Analyze uncertainty.

Currently, all implemented approaches are based on Monte-Carlo dropout [gal2016]. Monte-Carlo dropout relies on the model having dropout layers. While dropout usually is turned off for inference / evaluation mode, MC dropout leaves dropout enabled. Thereby, if we run the same prediction method \(k\) times, we get \(k\) different predictions. The variance of these predictions can be used as an approximation of uncertainty, where larger variance indicates higher uncertainty in the predicted score.

The absolute variance is usually hard to interpret, but comparing the variances with each other can help to identify which scores are more uncertain than others.

The following code-block sketches an example use case, where we train a model with a classification loss, i.e., on the triple classification task.

from pykeen.pipeline import pipeline
from pykeen.models.uncertainty import predict_hrt_uncertain

# train model
# note: as this is an example, the model is only trained for a few epochs,
#       but not until convergence. In practice, you would usually first verify that
#       the model is sufficiently good in prediction, before looking at uncertainty scores
result = pipeline(dataset="nations", model="ERMLPE", loss="bcewithlogits")

# predict triple scores with uncertainty
prediction_with_uncertainty = predict_hrt_uncertain(
    model=result.model,
    hrt_batch=result.training.mapped_triples[0:8],
)

# use a larger number of samples, to increase quality of uncertainty estimate
prediction_with_uncertainty = predict_hrt_uncertain(
    model=result.model,
    hrt_batch=result.training.mapped_triples[0:8],
    num_samples=100,
)

# get most and least uncertain prediction on training set
prediction_with_uncertainty = predict_hrt_uncertain(
    model=result.model,
    hrt_batch=result.training.mapped_triples,
    num_samples=100,
)
df = result.training.tensor_to_df(
    result.training.mapped_triples,
    logits=prediction_with_uncertainty.score[:, 0],
    probability=prediction_with_uncertainty.score[:, 0].sigmoid(),
    uncertainty=prediction_with_uncertainty.uncertainty[:, 0],
)
print(df.nlargest(5, columns="uncertainty"))
print(df.nsmallest(5, columns="uncertainty"))

A collection of related work on uncertainty quantification can be found here: https://github.com/uncertainty-toolbox/uncertainty-toolbox/blob/master/docs/paper_list.md

Functions

predict_hrt_uncertain(model, hrt_batch[, ...])

Calculate the scores with uncertainty quantification via Monte-Carlo dropout.

predict_h_uncertain(model, rt_batch[, ...])

Forward pass using left side (head) prediction for obtaining scores of all possible heads.

predict_t_uncertain(model, hr_batch[, ...])

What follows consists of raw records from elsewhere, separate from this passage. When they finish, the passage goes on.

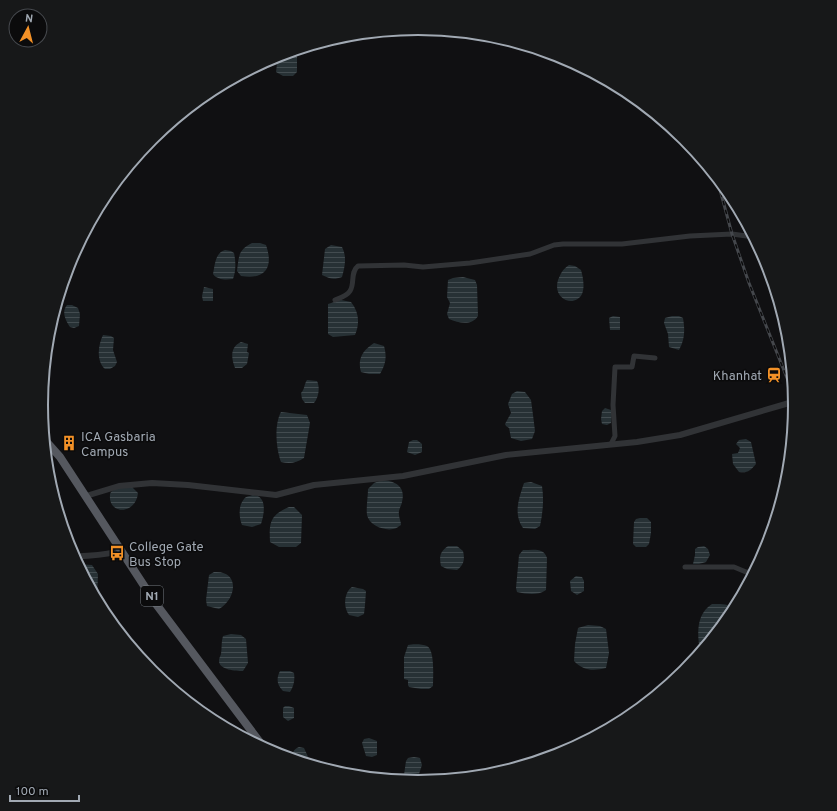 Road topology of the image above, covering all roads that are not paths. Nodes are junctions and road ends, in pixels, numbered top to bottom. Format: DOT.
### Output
graph roads {
  1 [pos="748,236"];
  2 [pos="335,300"];
  3 [pos="656,358"];
  4 [pos="789,403"];
  5 [pos="611,444"];
  6 [pos="50,446"];
  7 [pos="86,496"];
  8 [pos="122,550"];
  9 [pos="80,557"];
  10 [pos="685,567"];
  11 [pos="749,572"];
  12 [pos="258,739"];
  1 -- 2 [label="street"];
  3 -- 5 [label="street"];
  4 -- 5 [label="street"];
  5 -- 7 [label="street"];
  6 -- 7 [label="highway, N1"];
  7 -- 8 [label="highway, N1"];
  8 -- 9 [label="street"];
  8 -- 12 [label="highway, N1"];
  10 -- 11 [label="street"];
} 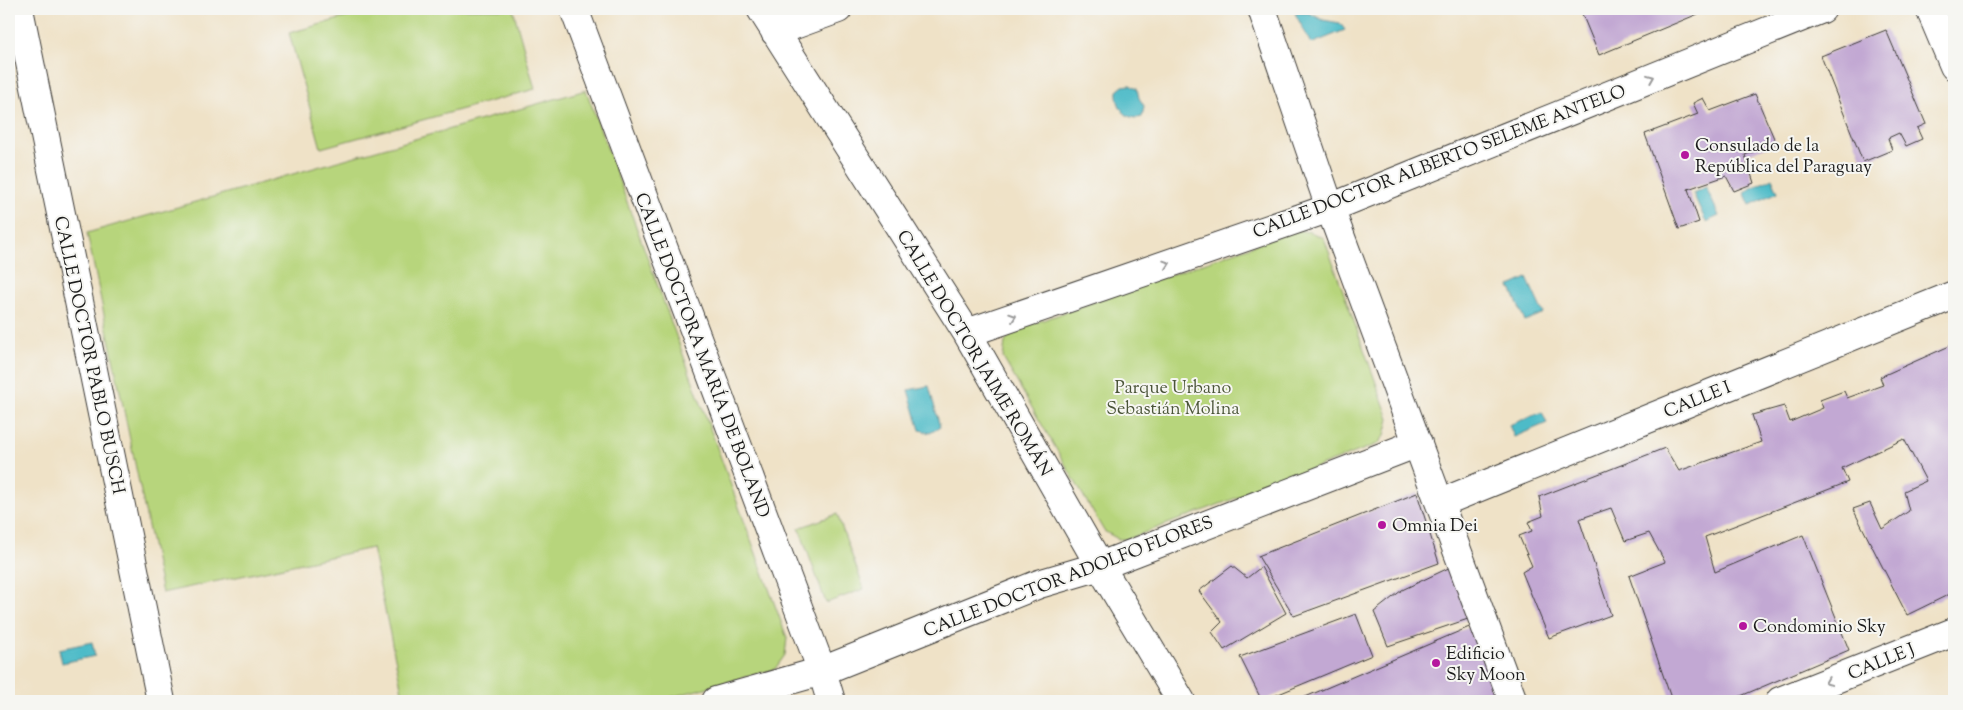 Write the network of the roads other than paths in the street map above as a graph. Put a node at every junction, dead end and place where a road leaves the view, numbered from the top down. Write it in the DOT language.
graph roads {
  1 [pos="20,9"];
  2 [pos="574,9"];
  3 [pos="762,9"];
  4 [pos="838,9"];
  5 [pos="1262,9"];
  6 [pos="1822,9"];
  7 [pos="1930,9"];
  8 [pos="775,32"];
  9 [pos="1954,66"];
  10 [pos="1330,208"];
  11 [pos="1954,295"];
  12 [pos="967,333"];
  13 [pos="1418,443"];
  14 [pos="1440,504"];
  15 [pos="1100,566"];
  16 [pos="1954,632"];
  17 [pos="822,671"];
  18 [pos="161,701"];
  19 [pos="716,701"];
  20 [pos="832,701"];
  21 [pos="1181,701"];
  22 [pos="1514,701"];
  23 [pos="1780,701"];
  1 -- 18 [label="street, CALLE DOCTOR PABLO BUSCH"];
  2 -- 17 [label="street, CALLE DOCTORA MARÍA DE BOLAND"];
  3 -- 8 [label="street, CALLE DOCTOR JAIME ROMÁN"];
  4 -- 8 [label="street"];
  5 -- 10 [label="street"];
  10 -- 6 [label="street, CALLE DOCTOR ALBERTO SELEME ANTELO, one-way"];
  7 -- 9 [label="street"];
  8 -- 12 [label="street, CALLE DOCTOR JAIME ROMÁN"];
  12 -- 10 [label="street, CALLE DOCTOR ALBERTO SELEME ANTELO, one-way"];
  10 -- 13 [label="street"];
  11 -- 14 [label="street, CALLE I"];
  12 -- 15 [label="street, CALLE DOCTOR JAIME ROMÁN"];
  13 -- 14 [label="street"];
  13 -- 15 [label="street, CALLE DOCTOR ADOLFO FLORES"];
  14 -- 22 [label="street"];
  15 -- 17 [label="street, CALLE DOCTOR ADOLFO FLORES"];
  15 -- 21 [label="street, CALLE DOCTOR JAIME ROMÁN"];
  16 -- 23 [label="street, CALLE J, one-way"];
  17 -- 19 [label="street, CALLE DOCTOR ADOLFO FLORES"];
  17 -- 20 [label="street, CALLE DOCTORA MARÍA DE BOLAND"];
}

Forward pass using right side (tail) prediction for obtaining scores of all possible tails.

predict_r_uncertain(model, ht_batch[, ...])

Forward pass using middle (relation) prediction for obtaining scores of all possible relations.

predict_uncertain_helper(model, batch, ...)

Predict with uncertainty estimates via Monte-Carlo dropout.

Classes

MissingDropoutError

Raised during uncertainty analysis if no dropout modules are present.

UncertainPrediction(score, uncertainty)

A pair of predicted scores and corresponding uncertainty.